Ich bin auf Ihre Meinung gespannt
Sehr geehrter Herr Reineke,
danke für Ihre Frage. Aus meiner Sicht ist es sinnvoll, wenn die europäische Einigung sich nicht in einer gemeinsamen Währung erschöpft, sondern auch mit einer gemeinsamen Währungs-, Finanz- und Sozialpolitik mündet. Der ESM ist da ein Schritt in die richtige Richtung, trotz Bedenken bei manchen Details.

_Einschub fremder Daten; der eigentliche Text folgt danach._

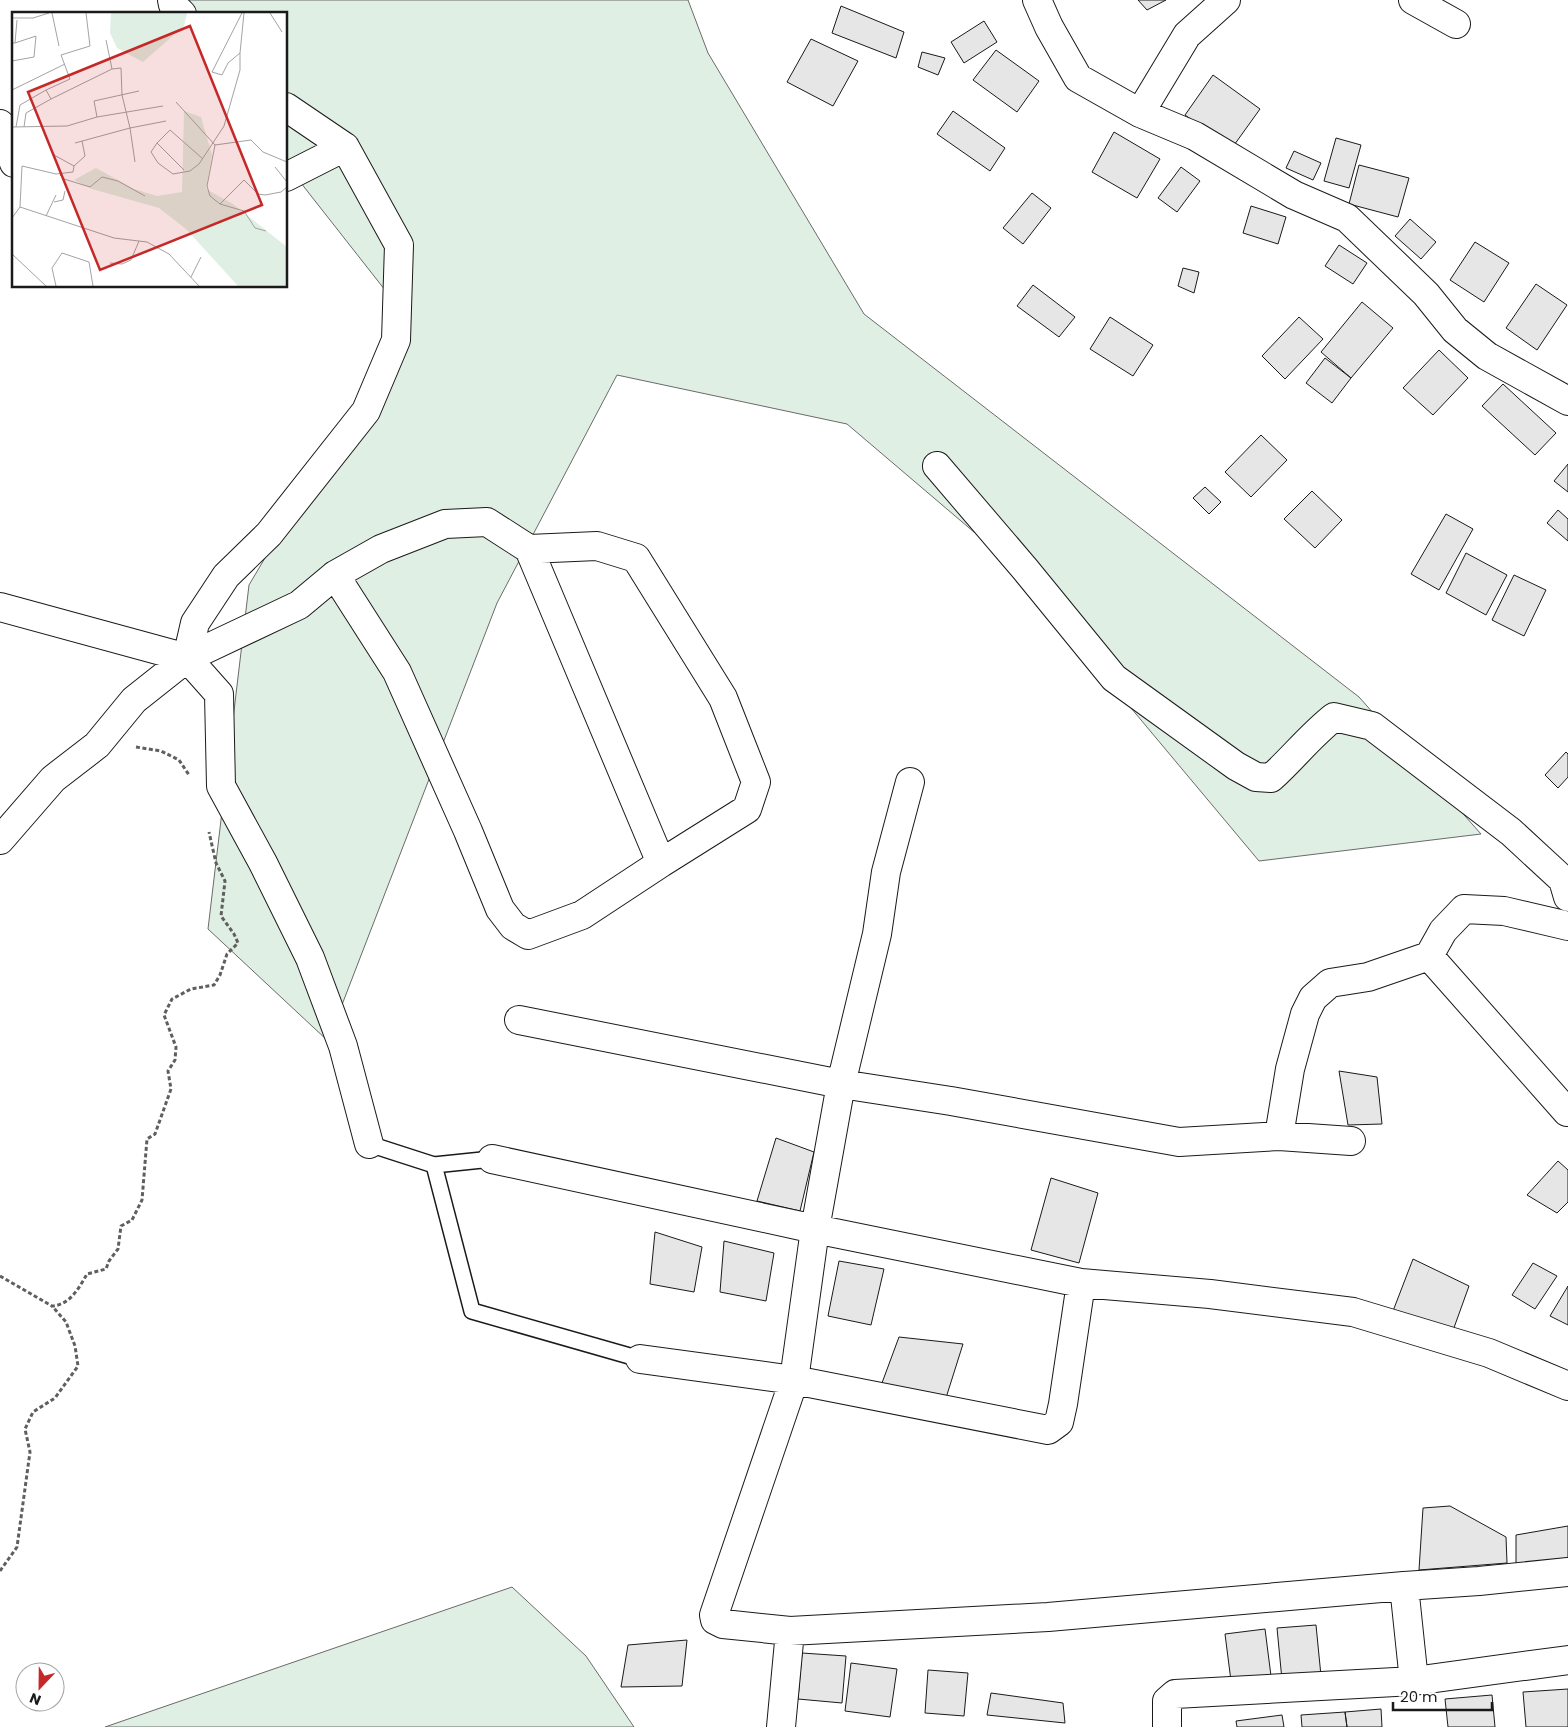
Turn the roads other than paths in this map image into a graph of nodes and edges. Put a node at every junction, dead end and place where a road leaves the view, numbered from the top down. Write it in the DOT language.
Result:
graph roads {
  1 [pos="172,0"];
  2 [pos="1037,0"];
  3 [pos="1226,0"];
  4 [pos="1413,0"];
  5 [pos="180,12"];
  6 [pos="1456,24"];
  7 [pos="288,108"];
  8 [pos="1140,113"];
  9 [pos="0,124"];
  10 [pos="345,147"];
  11 [pos="12,157"];
  12 [pos="288,176"];
  13 [pos="1568,401"];
  14 [pos="937,466"];
  15 [pos="529,548"];
  16 [pos="335,575"];
  17 [pos="0,607"];
  18 [pos="187,658"];
  19 [pos="910,782"];
  20 [pos="0,840"];
  21 [pos="661,863"];
  22 [pos="1568,897"];
  23 [pos="1568,926"];
  24 [pos="1429,956"];
  25 [pos="518,1020"];
  26 [pos="841,1084"];
  27 [pos="1567,1112"];
  28 [pos="1279,1136"];
  29 [pos="1350,1141"];
  30 [pos="369,1144"];
  31 [pos="492,1159"];
  32 [pos="434,1166"];
  33 [pos="815,1228"];
  34 [pos="1081,1283"];
  35 [pos="640,1359"];
  36 [pos="794,1380"];
  37 [pos="1568,1386"];
  38 [pos="1568,1572"];
  39 [pos="1404,1586"];
  40 [pos="790,1631"];
  41 [pos="1568,1660"];
  42 [pos="1414,1681"];
  43 [pos="781,1727"];
  44 [pos="1167,1727"];
  1 -- 5 [label="street"];
  2 -- 8 [label="street"];
  3 -- 8 [label="street"];
  4 -- 6 [label="street"];
  7 -- 10 [label="street"];
  8 -- 13 [label="street"];
  9 -- 11 [label="street"];
  10 -- 12 [label="street"];
  10 -- 18 [label="street"];
  14 -- 22 [label="street"];
  15 -- 16 [label="street"];
  15 -- 21 [label="street"];
  15 -- 21 [label="street"];
  16 -- 18 [label="street"];
  16 -- 21 [label="street"];
  17 -- 18 [label="street"];
  18 -- 20 [label="street"];
  18 -- 30 [label="street"];
  19 -- 26 [label="street"];
  23 -- 24 [label="street"];
  24 -- 27 [label="street"];
  24 -- 28 [label="street"];
  25 -- 26 [label="street"];
  26 -- 28 [label="street"];
  26 -- 33 [label="street"];
  28 -- 29 [label="street"];
  30 -- 32 [label="lane"];
  31 -- 32 [label="lane"];
  31 -- 33 [label="street"];
  32 -- 35 [label="lane"];
  33 -- 34 [label="street"];
  33 -- 36 [label="street"];
  34 -- 36 [label="street"];
  34 -- 37 [label="street"];
  35 -- 36 [label="street"];
  36 -- 40 [label="street"];
  38 -- 39 [label="street"];
  39 -- 40 [label="street"];
  39 -- 42 [label="street"];
  40 -- 43 [label="street"];
  41 -- 42 [label="street"];
  42 -- 44 [label="street"];
}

Ihre Fragen kann ich nicht umfassend beantworten, weil die Bundesregierung den ESM aushandelt und deswegen im Gegensatz zu mir über die Diskussionen bezüglich einzelner Artikel im Details informiert ist. Aber einige Hinweise will ich Ihnen dennoch geben:
Zu A): Der ESM muss über sein Kapital uneingeschränkt verfügen können, weil er am Markt teilnimmt und von anderen Marktteilnehmern ja auch erwartet, dass diese ihr Kapital verlässlich einbringen, wenn dies so vertraglich ausgehandelt wurde. Genauso verhält es sich, wenn der deutsche Staat über seine Bundesunternehmen in der Privatwirtschaft tätig wird. Demokratisch bedenklich sind solche Arrangements nicht, weil auch in Demokratien Verträge zu halten sind.
Zu B): Ich erkenne nicht, wie die genannten Artikel die nationale Souveränität betreffen.
Zu C): Wem sollte der ESM denn Steuern zahlen? Der EU? Das wäre doch widersinnig, weil der ESM sein Kapital aus Steuermitteln der Mitgliedsstaaten erhält, die dann noch einmal versteuert werden würden. Ich vermute, dass deswegen eine Steuerbefreiung vorgesehen ist.
Zu D) Die Kommission soll ein Memorandum of Understanding ("MoU") aushandeln, in dem die Konditionen der Hilfsmaßnahmen festgehalten werden. Es leuchtet mir ein, dass das besser die Kommission als der ESM machen soll: Die Kommission ist schließlich ein ordentliches politisches Organ der EU und muss ihre Handlungen gegenüber Parlament und Regierungen rechtfertigen.
Zu E): Der Entzug des Stimmrechts ist als ultima ratio eine gängige Sanktion im internationalen Recht. Ich bin mir nicht sicher, ob sie in diesem Zusammenhang das beste Mittel ist, aber sehe im Stimmrechtsentzug auch kein Drei-Klassen-Wahlrecht.
Der ESM wird aber nicht alle Probleme Europas lösen können; auch dann nicht, wenn Ihre Bedenken ausgeräumt wären. Wir Grünen fordern einen starken Stabilitäts- und Wachstumspakt mit klaren Regeln zur Vermeidung von übermäßiger Verschuldung und eine Wirtschafts- und Solidarunion, in der Fehlentwicklungen in einzelnen Staaten frühzeitig erkannt werden. Denn Deutschlands Zukunft liegt in einem starken geeinten Europa.